> [Brief]: Quote, exactly, the line holding "pinky dip: (716, 993)" and all lines after it to the end of the records below. Exclude pictures.

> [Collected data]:
◆ ◆ ◆

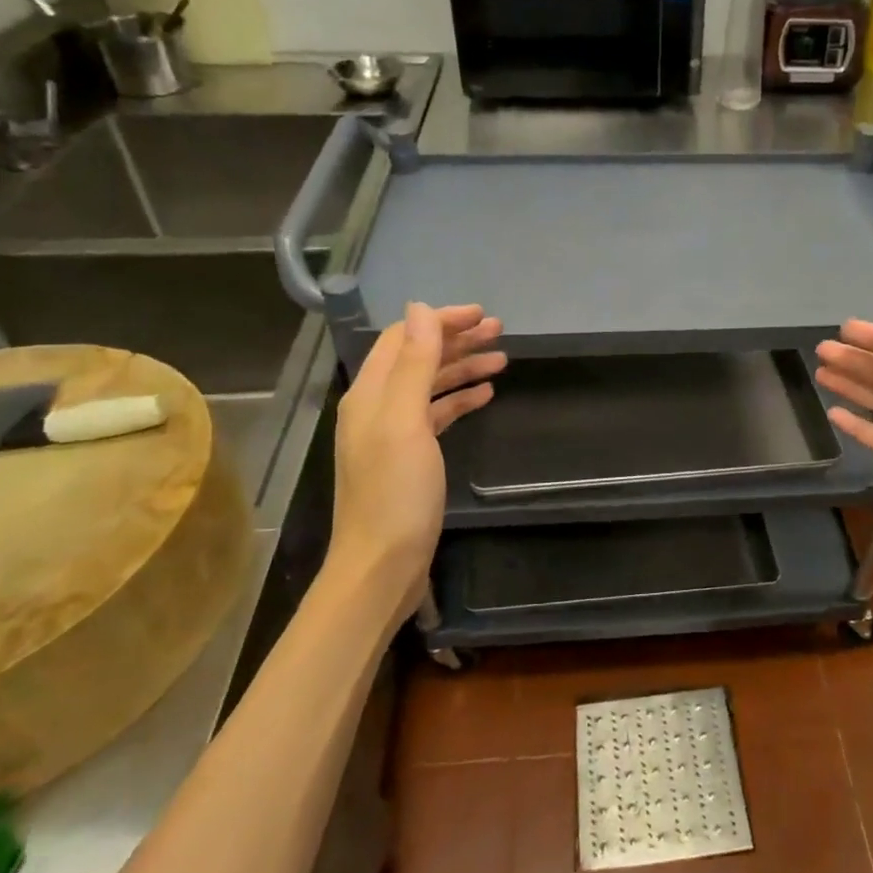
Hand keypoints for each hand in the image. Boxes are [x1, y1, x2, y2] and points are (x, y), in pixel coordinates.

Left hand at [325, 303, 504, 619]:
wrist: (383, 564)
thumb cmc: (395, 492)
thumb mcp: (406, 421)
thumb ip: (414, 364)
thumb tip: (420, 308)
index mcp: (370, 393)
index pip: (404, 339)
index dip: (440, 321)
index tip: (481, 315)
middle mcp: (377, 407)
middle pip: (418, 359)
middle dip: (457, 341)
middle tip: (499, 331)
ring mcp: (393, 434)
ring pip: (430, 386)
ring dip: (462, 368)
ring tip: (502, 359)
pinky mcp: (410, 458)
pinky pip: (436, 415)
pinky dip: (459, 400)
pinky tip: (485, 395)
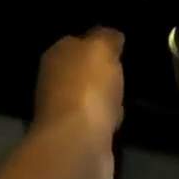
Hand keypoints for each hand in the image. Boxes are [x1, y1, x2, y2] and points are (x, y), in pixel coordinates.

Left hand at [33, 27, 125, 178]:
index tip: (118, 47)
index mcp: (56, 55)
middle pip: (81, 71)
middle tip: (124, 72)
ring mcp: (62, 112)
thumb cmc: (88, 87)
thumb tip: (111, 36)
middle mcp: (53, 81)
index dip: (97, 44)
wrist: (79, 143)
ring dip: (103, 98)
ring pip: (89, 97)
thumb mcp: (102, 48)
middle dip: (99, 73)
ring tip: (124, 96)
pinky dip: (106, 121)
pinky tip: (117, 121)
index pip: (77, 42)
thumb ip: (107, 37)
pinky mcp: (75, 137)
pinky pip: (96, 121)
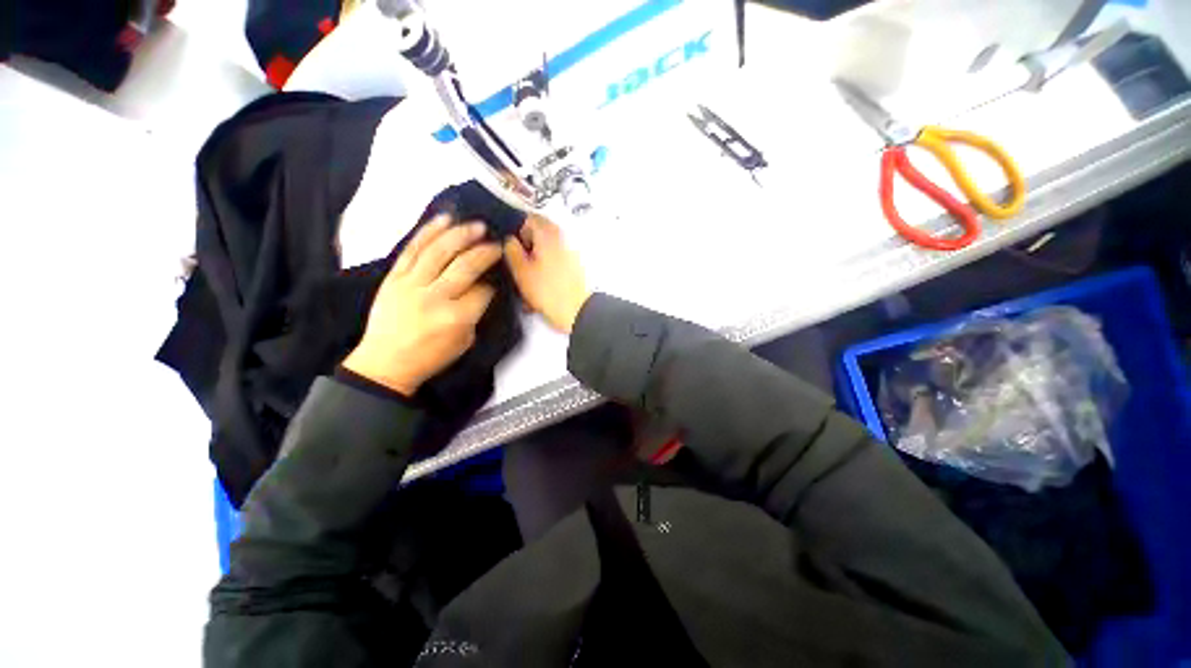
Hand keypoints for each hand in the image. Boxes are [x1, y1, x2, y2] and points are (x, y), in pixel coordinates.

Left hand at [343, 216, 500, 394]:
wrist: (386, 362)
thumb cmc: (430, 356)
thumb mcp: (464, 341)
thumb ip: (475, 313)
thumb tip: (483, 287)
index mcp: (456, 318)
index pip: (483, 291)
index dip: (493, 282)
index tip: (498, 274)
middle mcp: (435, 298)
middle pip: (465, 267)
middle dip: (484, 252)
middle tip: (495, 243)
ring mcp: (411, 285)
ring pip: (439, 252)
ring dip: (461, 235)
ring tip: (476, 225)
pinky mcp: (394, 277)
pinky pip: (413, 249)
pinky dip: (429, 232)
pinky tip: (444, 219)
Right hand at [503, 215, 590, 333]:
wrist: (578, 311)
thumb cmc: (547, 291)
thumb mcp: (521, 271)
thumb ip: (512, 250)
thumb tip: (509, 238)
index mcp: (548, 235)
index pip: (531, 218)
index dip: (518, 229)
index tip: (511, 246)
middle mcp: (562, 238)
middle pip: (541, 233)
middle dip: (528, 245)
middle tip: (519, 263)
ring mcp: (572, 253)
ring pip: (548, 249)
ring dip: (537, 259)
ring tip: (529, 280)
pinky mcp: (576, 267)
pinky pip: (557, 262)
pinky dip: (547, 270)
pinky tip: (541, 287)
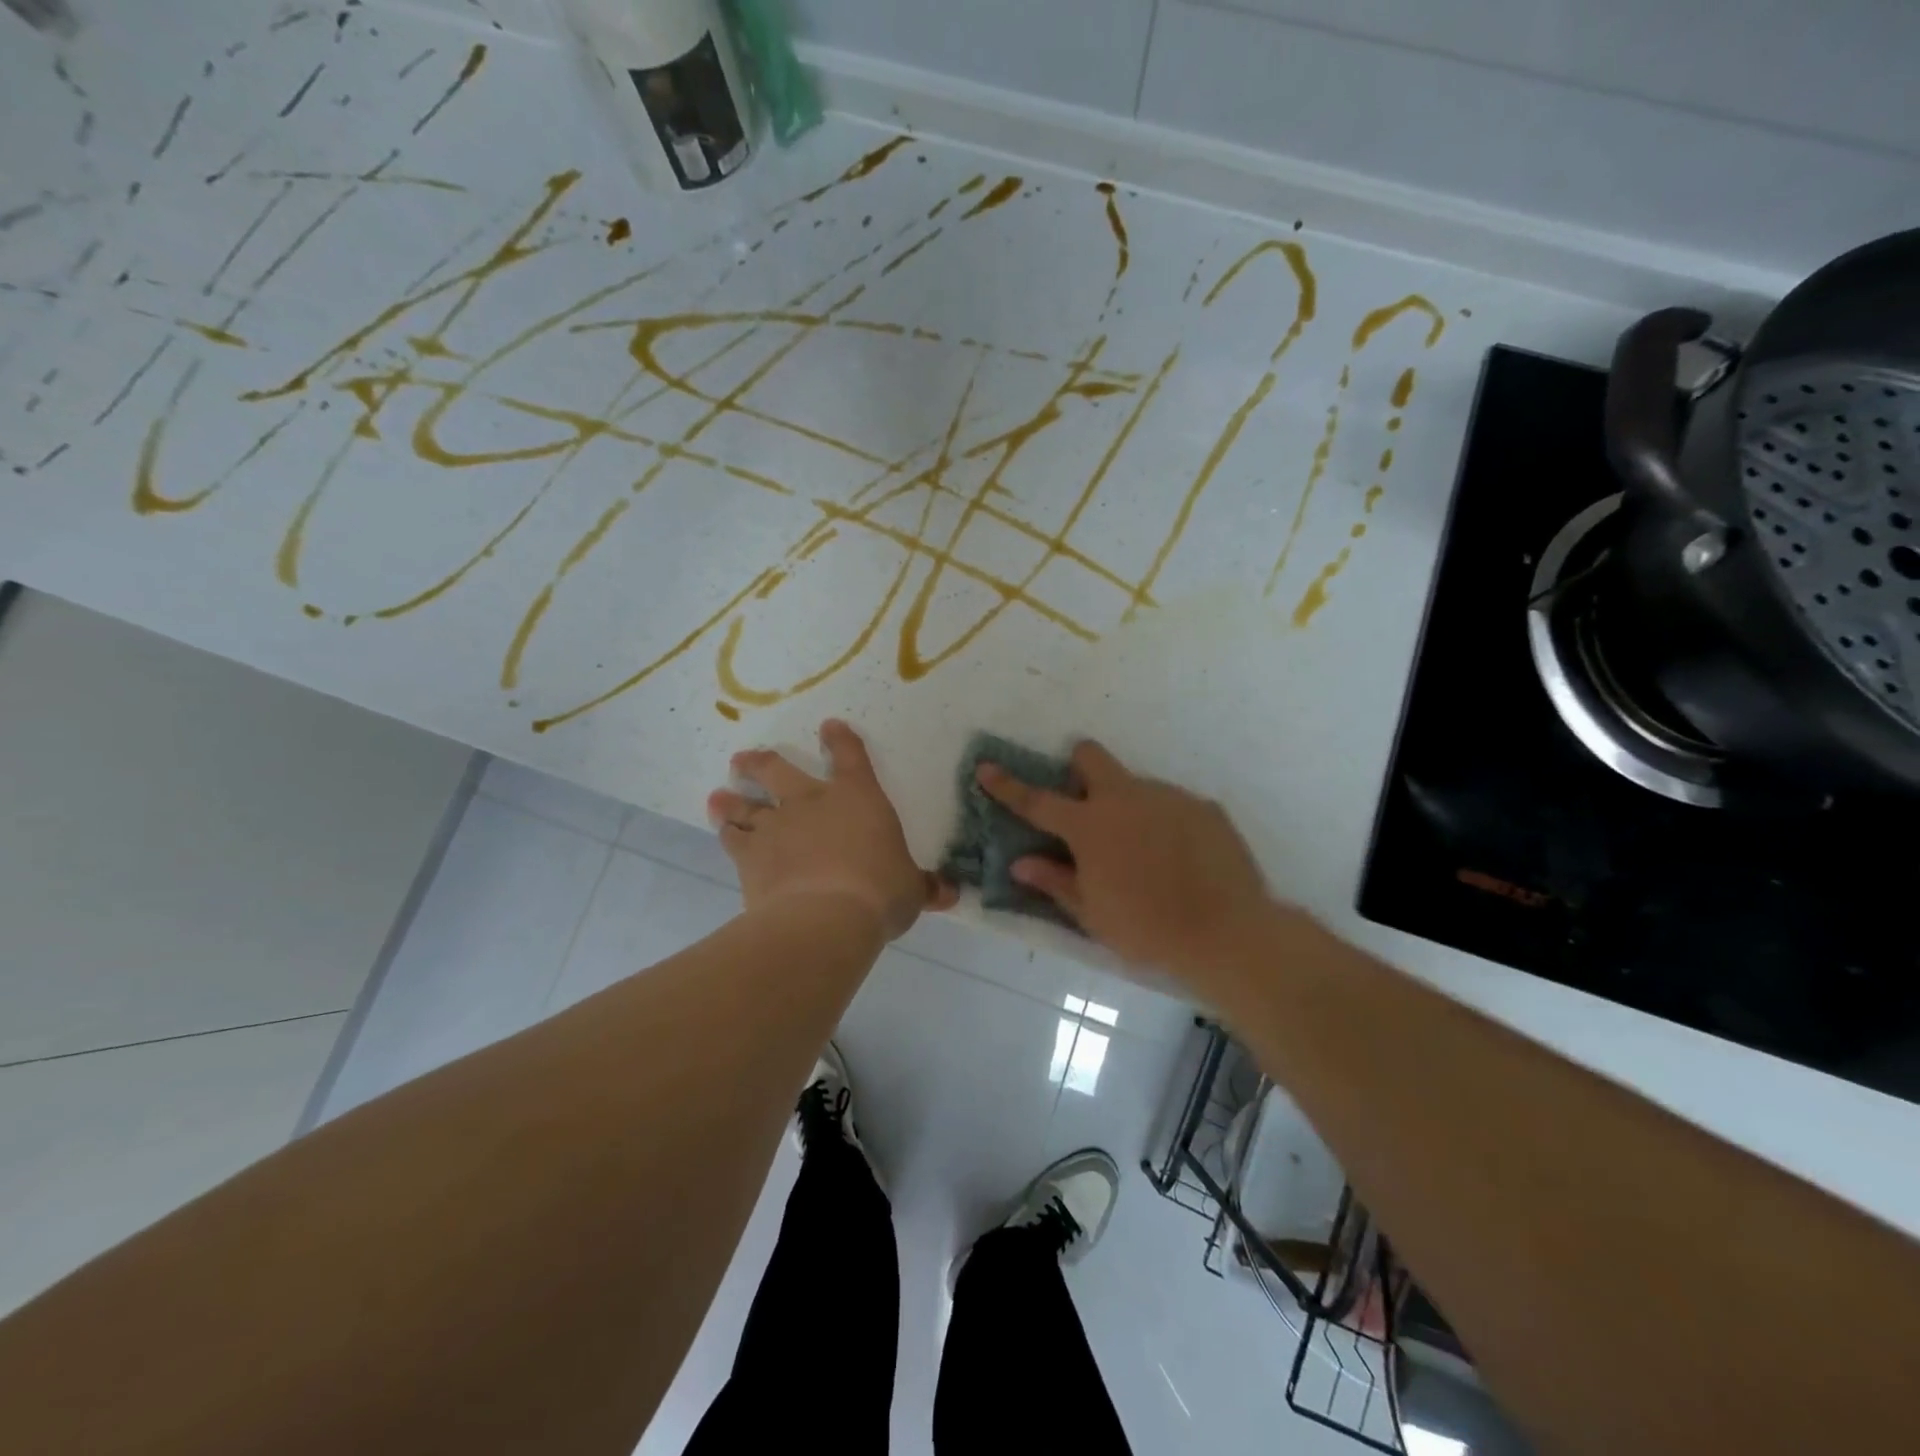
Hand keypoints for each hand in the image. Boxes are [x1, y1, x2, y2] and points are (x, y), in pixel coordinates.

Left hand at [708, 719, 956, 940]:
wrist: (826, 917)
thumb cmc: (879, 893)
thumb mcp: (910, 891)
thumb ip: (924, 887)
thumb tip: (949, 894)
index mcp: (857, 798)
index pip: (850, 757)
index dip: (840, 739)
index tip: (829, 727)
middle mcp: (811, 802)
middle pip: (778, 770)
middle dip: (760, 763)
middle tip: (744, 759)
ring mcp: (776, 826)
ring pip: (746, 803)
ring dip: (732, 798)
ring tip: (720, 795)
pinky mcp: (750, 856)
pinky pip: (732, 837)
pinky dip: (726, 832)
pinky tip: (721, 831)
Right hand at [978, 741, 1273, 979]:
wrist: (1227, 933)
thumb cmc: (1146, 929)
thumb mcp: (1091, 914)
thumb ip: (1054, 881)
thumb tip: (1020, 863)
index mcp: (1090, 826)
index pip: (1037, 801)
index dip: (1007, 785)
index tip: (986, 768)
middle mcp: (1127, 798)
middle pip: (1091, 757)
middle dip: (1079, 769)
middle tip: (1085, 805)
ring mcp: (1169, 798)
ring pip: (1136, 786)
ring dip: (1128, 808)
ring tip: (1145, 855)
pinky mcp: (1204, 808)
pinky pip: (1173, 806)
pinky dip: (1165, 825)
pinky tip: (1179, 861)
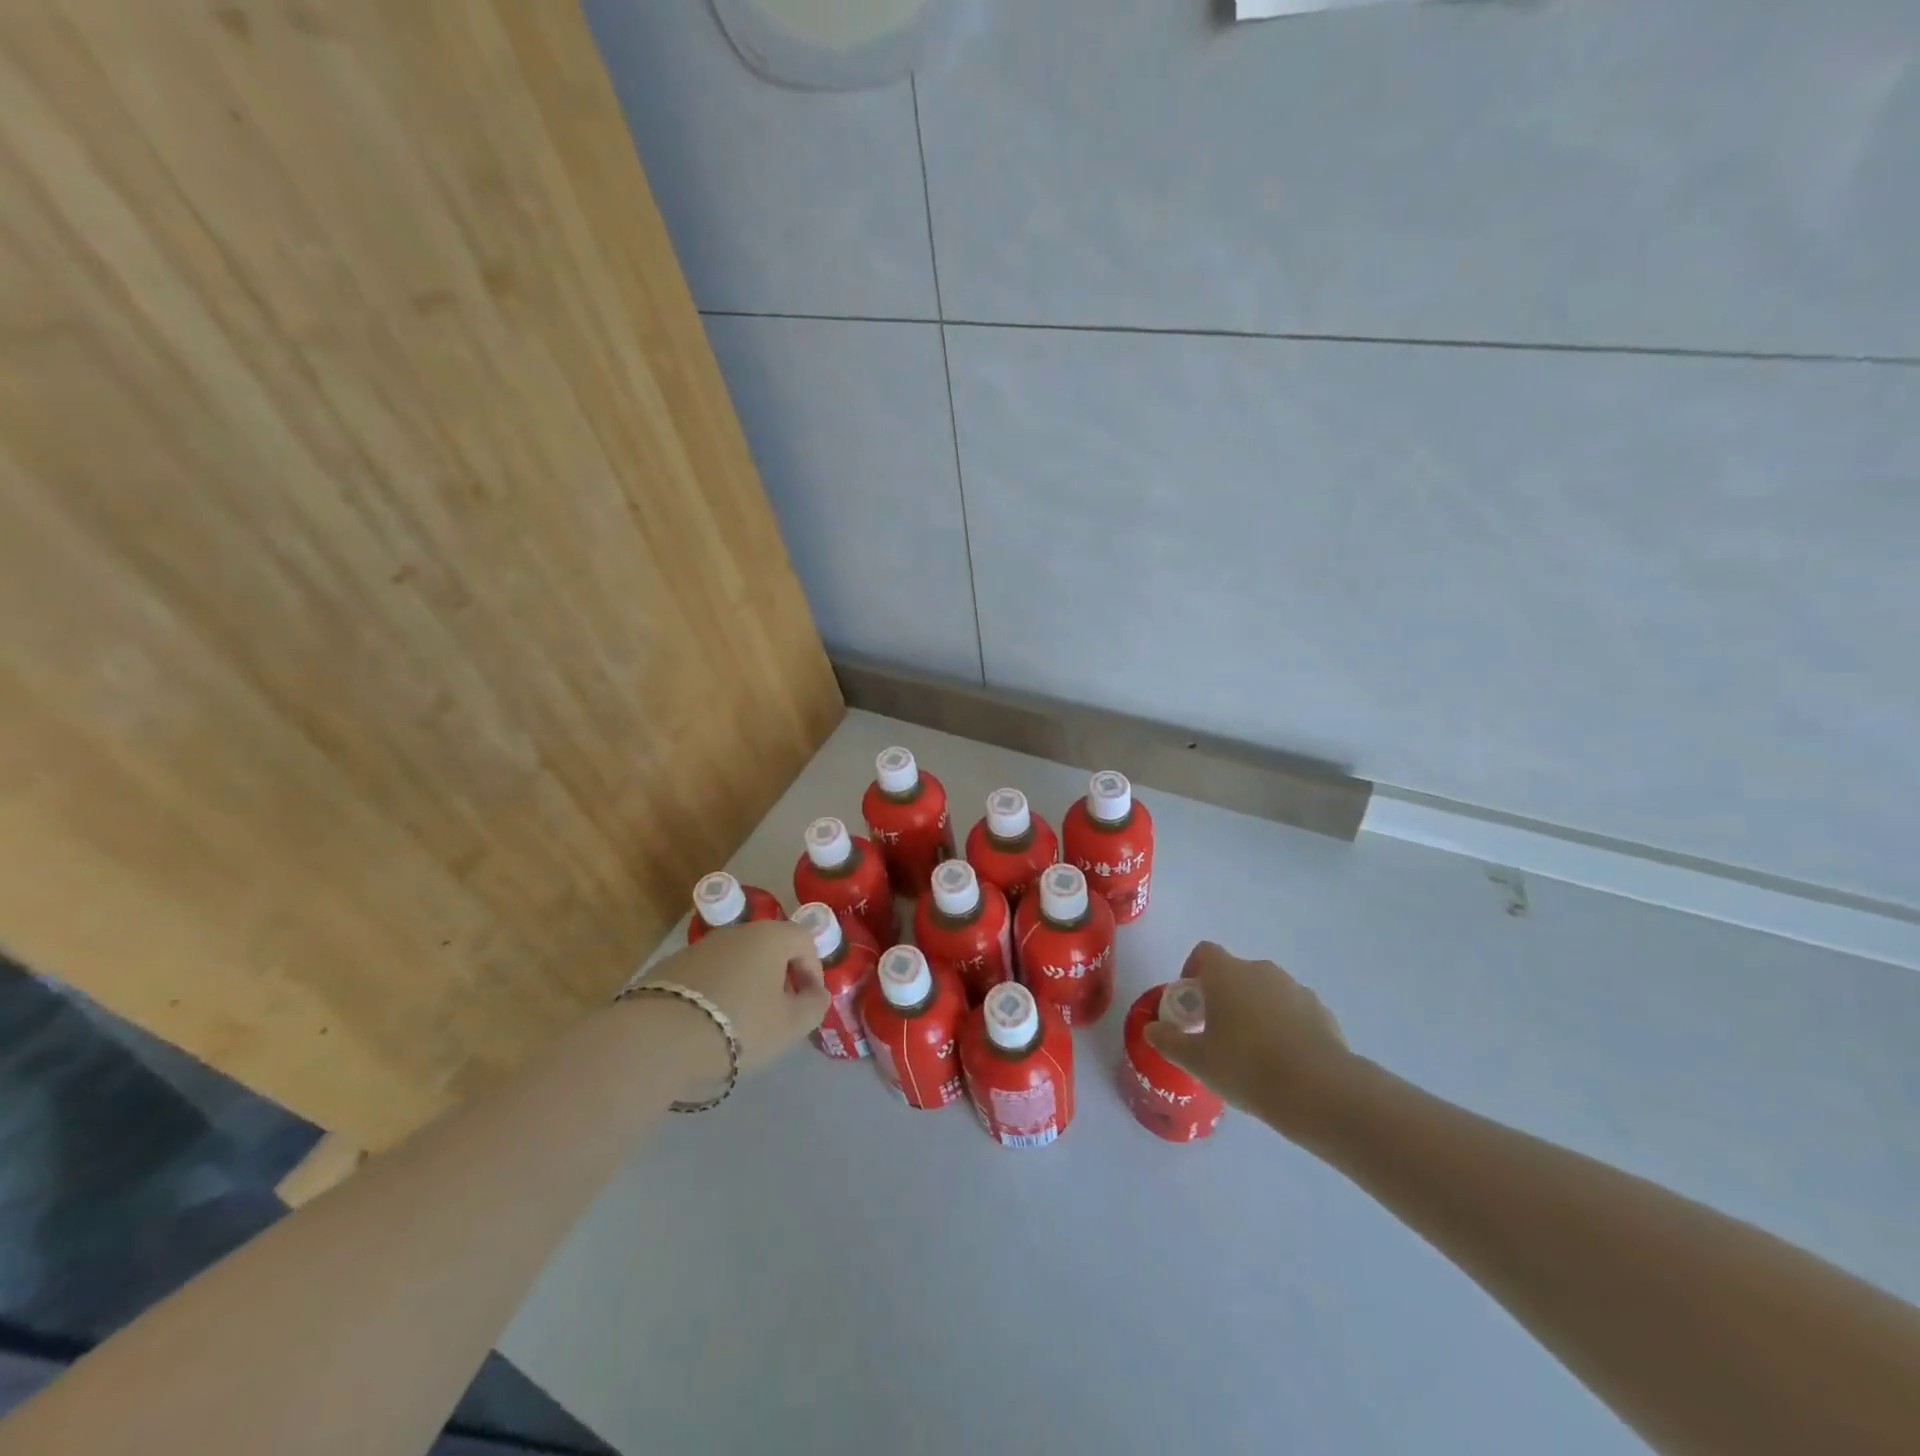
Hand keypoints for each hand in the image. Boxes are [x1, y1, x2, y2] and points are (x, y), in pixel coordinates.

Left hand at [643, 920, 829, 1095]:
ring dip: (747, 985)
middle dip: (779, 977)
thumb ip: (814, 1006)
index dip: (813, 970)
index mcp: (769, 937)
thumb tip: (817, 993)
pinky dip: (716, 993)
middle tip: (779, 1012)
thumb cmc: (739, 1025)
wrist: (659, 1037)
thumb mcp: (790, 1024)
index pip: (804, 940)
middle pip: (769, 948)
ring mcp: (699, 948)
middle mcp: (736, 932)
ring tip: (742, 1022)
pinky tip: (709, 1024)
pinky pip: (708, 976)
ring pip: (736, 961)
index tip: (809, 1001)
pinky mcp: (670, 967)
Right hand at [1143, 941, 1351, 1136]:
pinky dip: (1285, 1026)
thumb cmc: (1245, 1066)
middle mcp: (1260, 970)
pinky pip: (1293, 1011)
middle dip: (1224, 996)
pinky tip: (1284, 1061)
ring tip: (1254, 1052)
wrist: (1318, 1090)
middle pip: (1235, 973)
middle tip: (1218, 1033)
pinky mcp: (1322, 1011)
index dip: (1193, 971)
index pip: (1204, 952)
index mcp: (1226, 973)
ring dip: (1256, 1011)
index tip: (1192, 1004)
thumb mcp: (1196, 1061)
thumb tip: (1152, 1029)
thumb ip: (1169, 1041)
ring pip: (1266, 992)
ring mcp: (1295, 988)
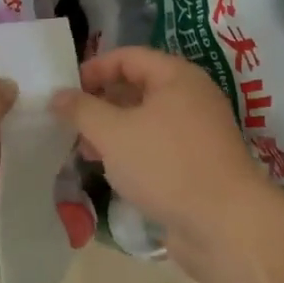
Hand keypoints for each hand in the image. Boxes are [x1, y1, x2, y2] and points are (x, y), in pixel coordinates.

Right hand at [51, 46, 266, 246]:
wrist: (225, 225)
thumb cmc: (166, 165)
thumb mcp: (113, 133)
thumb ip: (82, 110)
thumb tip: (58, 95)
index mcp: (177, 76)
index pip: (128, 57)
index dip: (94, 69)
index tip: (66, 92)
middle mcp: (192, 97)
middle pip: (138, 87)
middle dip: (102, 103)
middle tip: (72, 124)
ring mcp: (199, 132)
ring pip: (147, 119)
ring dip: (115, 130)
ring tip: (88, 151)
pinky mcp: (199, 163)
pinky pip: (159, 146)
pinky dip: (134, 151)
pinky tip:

◆ ◆ ◆

> [Completed task]:
pinky dip: (716, 993)
middle tip: (779, 1012)
thumb cmc: (739, 1025)
wrist: (659, 1037)
thumb mcp: (790, 1024)
index pip: (804, 940)
middle pip: (769, 948)
ring mcp: (699, 948)
middle mcp: (736, 932)
ring tip: (742, 1022)
pinky tip: (709, 1024)
pinky pip: (708, 976)
ring pip: (736, 961)
index tip: (809, 1001)
pinky mcp: (670, 967)
Right hand at [1143, 941, 1351, 1136]:
pinky dip: (1285, 1026)
thumb cmc: (1245, 1066)
middle mcp: (1260, 970)
pinky pip: (1293, 1011)
middle dip: (1224, 996)
pinky tip: (1284, 1061)
ring tip: (1254, 1052)
wrist: (1318, 1090)
middle pip: (1235, 973)
middle tip: (1218, 1033)
pinky mcp: (1322, 1011)
index dip: (1193, 971)
index pip: (1204, 952)
index mcp: (1226, 973)
ring dip: (1256, 1011)
index tip: (1192, 1004)
thumb mcp: (1196, 1061)
thumb tip: (1152, 1029)
thumb ip: (1169, 1041)
ring pip: (1266, 992)
ring mcp: (1295, 988)
Hand keypoints for each hand in the image. Boxes are [x1, y1, x2, y2] and points are (x, y), in pixel coordinates.

Right hand at [51, 46, 266, 246]:
wrist: (225, 225)
thumb cmc: (166, 165)
thumb mcp: (113, 133)
thumb ip: (82, 110)
thumb tip: (58, 95)
index mcp: (177, 76)
index pip: (128, 57)
index dip: (94, 69)
index tip: (66, 92)
middle mcp: (192, 97)
middle pip: (138, 87)
middle dip: (102, 103)
middle tip: (72, 124)
ring mcp: (199, 132)
ring pip: (147, 119)
ring dip: (115, 130)
ring tip: (88, 151)
pinky mcp: (199, 163)
pinky pip: (159, 146)
pinky dip: (134, 151)
pinky tip:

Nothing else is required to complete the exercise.